Can we uncover medical miracles without violating patient privacy?
In Conversation: Create the right path for research, or entrepreneurs will find the wrong one
INTRODUCTION
Perhaps in no field do innovation and privacy collide as dramatically as healthcare. Treatments, medications, therapies -- these might be the most intimate details of a person's life, secrets that need safekeeping. At the same time, the wonders of modern medicine and the power of artificial intelligence promise to unlock an avalanche of life-saving treatments. Better outcomes are within our grasp, but only if privacy concerns don't derail development. For years, technologists have been working on methods to de-identify patient information for research, promising the best of both worlds -- patient secrets kept and Mother Nature's secrets uncovered. But others have hacked away at such technologies showing that re-identification is still all too possible, making healthcare gains all too fragile, and perhaps most important -- putting a seed of doubt in the minds of consumers.
Matt Swafford is the general counsel at NovaSignal, a medical device company that makes machines which detect strokes and other blood flow issues. During a recent talk at Duke University (watch here), he described some of the hidden treasures of medicine that could be found within the millions of data points gathered by NovaSignal technology, and other medical devices -- and the potential privacy issues that might arise. So we invited him into this edition of In Conversation to further that discussion. Also with us are Duke's David Hoffman, Intel's Mario Romao, Ciitizen's Deven McGraw, and Brenda Leong from the Future of Privacy Forum.
(If you are new to In Conversation, I am a visiting scholar at Duke University this year studying technology and ethics issues. These email dialogs are part of my research and are sponsored by the Duke University Sanford School of Public Policy and the Keenan Institute for Ethics at Duke University. See all the In Conversation dialogs at this link.)
FROM: Bob
TO: Matt, David, Deven, Mario and Brenda
This topic is so important, and I think it's critical to get the privacy part right, right now, so an entire generation of life-saving technology doesn't get lost or delayed. Peeking inside patients' brains now seems like the easy part; winning the hearts and minds of regulators and consumers could be the bigger challenge. What are your ideas for doing that?
FROM: Deven McGraw
TO: Matt, David, Bob , Mario and Brenda
It is not “privacy concerns” that will derail development of artificial intelligence and other promising health care innovations that are powered by health data. It is the failure to adequately address these concerns that creates the drag on progress
Privacy protections are aimed at establishing trust (largely by data subjects) in the collection, use, and disclosure of data about them. We have customarily made identifiability of data a linchpin (if not the linchpin) of privacy protection. But - as you mentioned - the risks of re-identification of health data are rarely zero. HIPAA, which doesn’t cover all health data, has a legal standard for de-identification and identifies two methodologies for achieving “de-identification.” However, neither methodology is expected to achieve zero risk of re-identification. Nevertheless, when data qualify as de-identified under HIPAA, they are no longer regulated by HIPAA. Other laws in the US - such as the Federal Trade Commission Act - “regulate” the collection, use, and disclosure of identifiable data - but without a clear standard for achieving de-identification.

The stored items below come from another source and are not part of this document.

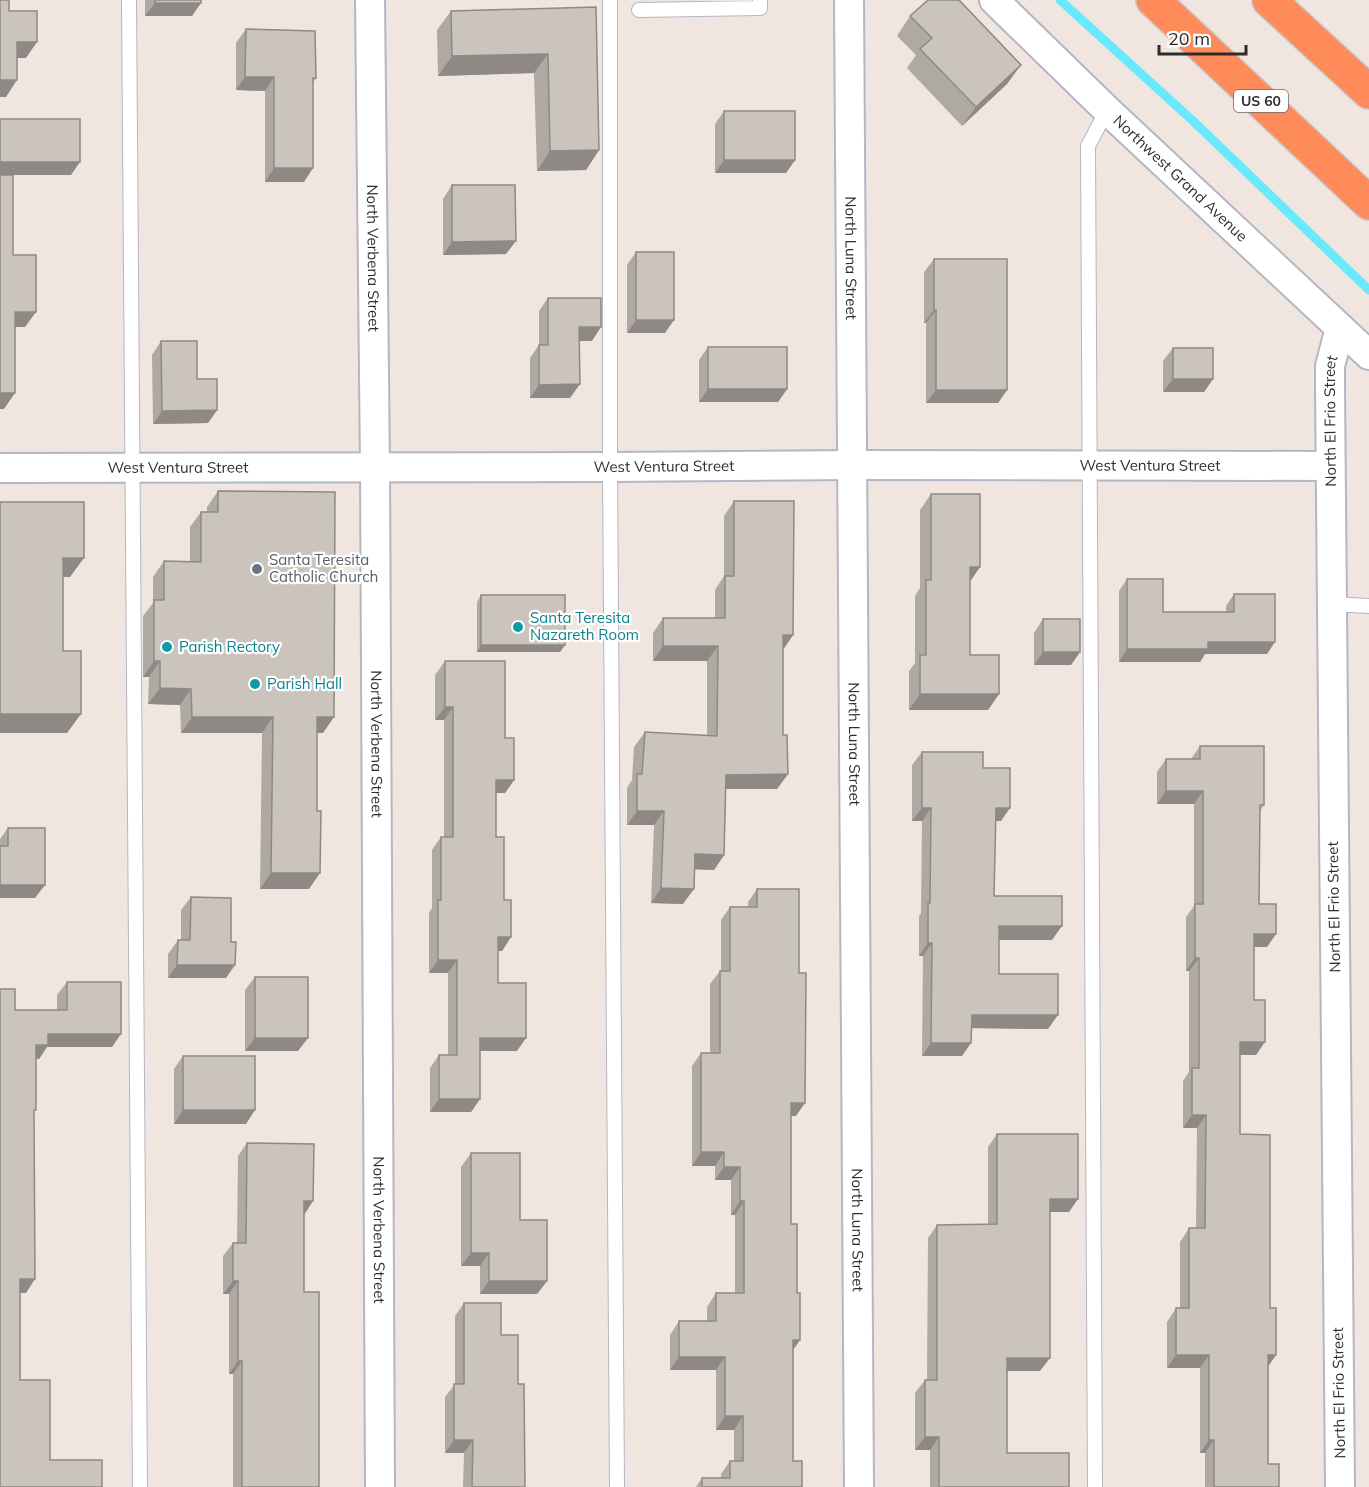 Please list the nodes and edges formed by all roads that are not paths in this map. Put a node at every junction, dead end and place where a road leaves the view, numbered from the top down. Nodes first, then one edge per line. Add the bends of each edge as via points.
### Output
1 (129, 0) edge
2 (370, 0) edge
3 (610, 0) edge
4 (760, 0) edge
5 (849, 0) edge
6 (994, 0) edge
7 (1153, 0) edge
8 (1269, 0) edge
9 (639, 10) dead end
10 (1369, 92) edge
11 (1107, 111) junction
12 (1369, 203) edge
13 (1340, 328) junction
14 (1369, 355) edge
15 (852, 465) junction
16 (1089, 466) junction
17 (1330, 466) junction
18 (375, 467) junction
19 (610, 467) junction
20 (0, 468) edge
21 (134, 468) junction
22 (1332, 604) junction
23 (1369, 606) edge
24 (140, 1487) edge
25 (380, 1487) edge
26 (617, 1487) edge
27 (859, 1487) edge
28 (1095, 1487) edge
29 (1340, 1487) edge

1 - 21 lane
2 - 18 street, North Verbena Street
3 - 19 lane
4 - 9 lane via 760,8
5 - 15 street, North Luna Street
6 - 11 street, Northwest Grand Avenue
7 - 12 highway, US 60
8 - 10 highway
11 - 13 street, Northwest Grand Avenue
11 - 16 lane via 1088,146
13 - 14 street, Northwest Grand Avenue
13 - 17 street, North El Frio Street via 1330,366
15 - 16 street, West Ventura Street
15 - 19 street, West Ventura Street
15 - 27 street, North Luna Street
16 - 17 street, West Ventura Street
16 - 28 lane
17 - 22 street, North El Frio Street
18 - 19 street, West Ventura Street
18 - 21 street, West Ventura Street
18 - 25 street, North Verbena Street
19 - 26 lane
20 - 21 street, West Ventura Street
21 - 24 lane
22 - 23 lane
22 - 29 street, North El Frio Street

More recent privacy laws (such as GDPR, CCPA and CPRA) attempt to tighten up definitions of de-identification of personal data, but the impact of these efforts on protecting privacy and increasing consumer trust - as well as on assuring data, particularly health-related data, are available to improve individual and population health - is uncertain. The harder we work to make data less identifiable, the more we potentially risk impairing its utility.
Leveraging data that is less identifiable is more privacy-protective than leveraging fully identifiable (or easily identifiable) data. But addressing privacy concerns is not just about building a better de-identification mousetrap.

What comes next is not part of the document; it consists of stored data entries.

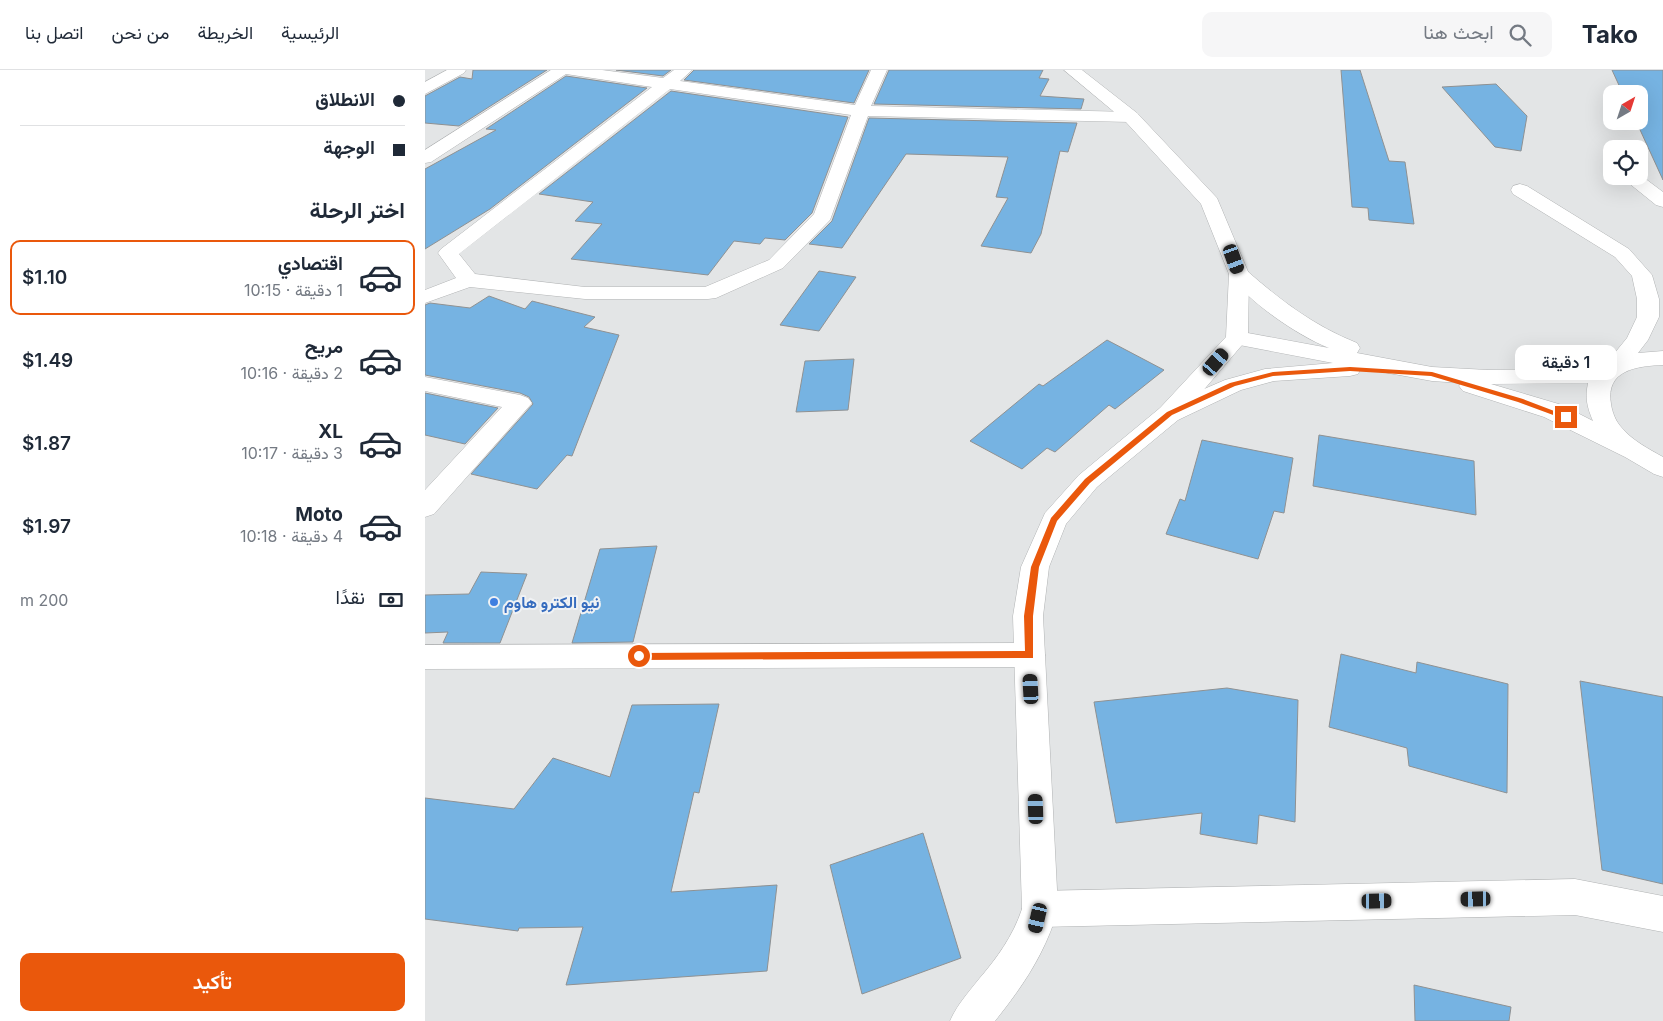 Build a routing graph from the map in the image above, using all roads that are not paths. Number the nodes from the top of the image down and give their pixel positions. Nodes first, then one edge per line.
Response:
1 (458, 70) edge
2 (562, 70) edge
3 (568, 70) edge
4 (684, 70) edge
5 (879, 70) edge
6 (1072, 70) edge
7 (665, 85) junction
8 (425, 89) edge
9 (861, 111) junction
10 (1131, 116) junction
11 (425, 158) edge
12 (1641, 185) edge
13 (1520, 190) dead end
14 (1663, 201) edge
15 (1239, 274) junction
16 (467, 280) junction
17 (425, 297) edge
18 (1237, 338) junction
19 (1663, 358) edge
20 (1617, 365) junction
21 (1432, 374) junction
22 (425, 384) edge
23 (1169, 414) junction
24 (1633, 450) junction
25 (1663, 468) edge
26 (425, 507) edge
27 (1030, 655) junction
28 (425, 657) edge
29 (1040, 909) junction
30 (1663, 914) edge
31 (970, 1021) edge

1 - 8 street
2 - 11 street
3 - 7 street
4 - 7 street
5 - 9 street
6 - 10 street
7 - 9 street
7 - 16 street
9 - 10 street
9 - 16 street
10 - 15 street
12 - 14 street
13 - 20 street
15 - 18 street
15 - 21 street
16 - 17 street
18 - 21 street
18 - 23 street
19 - 20 street
20 - 21 street
20 - 24 street
21 - 23 street
21 - 24 street
22 - 26 street
23 - 27 street
24 - 25 street
27 - 28 street
27 - 29 street
29 - 30 street
29 - 31 street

The public is becoming increasing suspicious of commercial big data initiatives, even where the data are “de-identified” - and those suspicions are not just about perceived or real re-identification risk. When the Wall Street Journal broke the news last year that Google was acquiring all of the data of Ascension Health - supposedly de-identified (although the details of the actual arrangement were spotty) - the public reaction was swift and negative, notwithstanding the potential good that could come from the arrangement.
What will it take to build public trust in the use of data to power AI and other health care innovations? It will likely take a multiplicity of approaches (like a security “defense in depth” strategy), none of which by itself is likely sufficient. Greater transparency of data collection, use, and disclosure - even when it’s “de-identified.” (No more black boxes.) Assuring public benefit from uses and disclosures of health data. Return of value to data contributors. Publicly available privacy impact assessments. Leveraging data enclaves (where researchers come to the data vs. sending copies to meet each need). Independent data ethics review boards to assure objective review of data initiatives. Genuine accountability for individual and population harms that occur from data misuse or unauthorized disclosure.
We tend to want a single, easily deployable solution to build trust in health data uses and disclosures - but I think it will take a much more comprehensive approach.
FROM: Mario Romao
TO: Matt, David, Deven, Bob and Brenda
I also think that using a number of different safeguards together with transparency in the conditions for re-use of health data is probably a sensible way moving forward. For instance, I see some of that about to happen following current initiatives in the EU where policymakers have decided on the creation of a European Health Data Space, and recent proposed legislation for the governance of the re-use of data (including private data). Alongside the GDPR, there will be a different piece of legislation that sets, amongst others, the possibility to setup protected computing environments to process non-anonymized sensitive data (under the vigilance of the regulator), along with de-identification provisions, contractual obligations and ethical reviews. A number of different ingredients to choose from are TBD as the data and use case dictates. The recipe, however, is a work in progress.
FROM: Matt Swafford
TO: David, Bob, Mario, Deven and Brenda
I fundamentally agree that we need to address the issue of misuse in a layered, robust way. I would add that it is important that the regulation, governance and technical structures be designed for privacy, security and utility. This is essentially an “ounce of prevention/pound of cure” issue. Likewise, these systems need to be dynamic – the advance of technical capability and human creativity will mean that there will always be new capabilities to use and misuse data and data insights. There are no fire and forget solutions.
This is one of the several reasons that “one ring to rule them all” (e.g GDPR) is a problematic approach. It is slow, and tends to be both under and overinclusive. Also, it and other formulations have problematically over-relied (and misconceived) the role of consent in data usage structures. To these points:
Speed. Data is valuable. The abilities to collect and derive valuable insights from it are advancing very, very quickly. Where researchers, governments and businesses see these opportunities, they WILL take them. Our best bet to minimize harmful use of these tools is to get those who would use them on board with the idea that it is in their interest to do so ethically (and what that looks like – systems that are transparent, designed for security and privacy, etc.). One tool for that is emphasizing the cycle of overreach and reaction that will result in slow, punitively regulated systems.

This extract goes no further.